ASSIGNMENT:
Your task is to copy every line of the records below that contains "junction".

INPUT DATA:

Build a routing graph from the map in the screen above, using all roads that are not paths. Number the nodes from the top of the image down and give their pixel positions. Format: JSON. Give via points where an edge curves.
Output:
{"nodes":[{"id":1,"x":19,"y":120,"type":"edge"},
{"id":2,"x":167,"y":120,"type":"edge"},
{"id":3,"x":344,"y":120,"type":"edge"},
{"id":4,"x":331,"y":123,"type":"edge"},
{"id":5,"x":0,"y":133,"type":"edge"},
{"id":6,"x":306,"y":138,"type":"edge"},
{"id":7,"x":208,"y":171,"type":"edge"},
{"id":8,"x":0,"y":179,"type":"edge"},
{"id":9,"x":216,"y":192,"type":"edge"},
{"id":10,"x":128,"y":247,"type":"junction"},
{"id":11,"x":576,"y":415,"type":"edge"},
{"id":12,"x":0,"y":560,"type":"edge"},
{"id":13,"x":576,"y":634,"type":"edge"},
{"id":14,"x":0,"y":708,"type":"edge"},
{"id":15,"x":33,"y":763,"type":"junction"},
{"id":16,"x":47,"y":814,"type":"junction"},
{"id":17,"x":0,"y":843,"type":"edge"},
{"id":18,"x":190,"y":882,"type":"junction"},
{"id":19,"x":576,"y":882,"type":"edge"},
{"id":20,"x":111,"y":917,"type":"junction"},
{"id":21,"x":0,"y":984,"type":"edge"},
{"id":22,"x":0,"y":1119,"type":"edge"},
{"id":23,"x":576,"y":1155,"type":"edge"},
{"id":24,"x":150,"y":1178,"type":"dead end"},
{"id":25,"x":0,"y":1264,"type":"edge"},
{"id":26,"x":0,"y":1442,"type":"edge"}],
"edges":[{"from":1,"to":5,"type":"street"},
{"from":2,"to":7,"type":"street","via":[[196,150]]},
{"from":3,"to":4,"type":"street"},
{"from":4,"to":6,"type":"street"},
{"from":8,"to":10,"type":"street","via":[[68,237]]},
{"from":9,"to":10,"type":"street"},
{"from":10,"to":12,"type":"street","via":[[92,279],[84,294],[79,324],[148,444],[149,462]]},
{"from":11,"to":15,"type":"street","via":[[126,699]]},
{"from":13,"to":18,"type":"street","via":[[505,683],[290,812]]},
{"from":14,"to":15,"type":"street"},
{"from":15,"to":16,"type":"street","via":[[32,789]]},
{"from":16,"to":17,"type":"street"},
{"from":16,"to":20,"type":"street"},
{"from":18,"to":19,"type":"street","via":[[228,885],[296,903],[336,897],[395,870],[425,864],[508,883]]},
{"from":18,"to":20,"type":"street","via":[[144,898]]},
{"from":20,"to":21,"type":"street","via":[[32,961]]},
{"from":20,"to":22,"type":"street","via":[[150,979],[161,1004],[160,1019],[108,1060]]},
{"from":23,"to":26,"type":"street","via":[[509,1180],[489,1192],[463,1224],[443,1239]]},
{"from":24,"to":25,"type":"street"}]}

OUTPUT OF THE EXERCISE:
{"id":10,"x":128,"y":247,"type":"junction"},
{"id":15,"x":33,"y":763,"type":"junction"},
{"id":16,"x":47,"y":814,"type":"junction"},
{"id":18,"x":190,"y":882,"type":"junction"},
{"id":20,"x":111,"y":917,"type":"junction"},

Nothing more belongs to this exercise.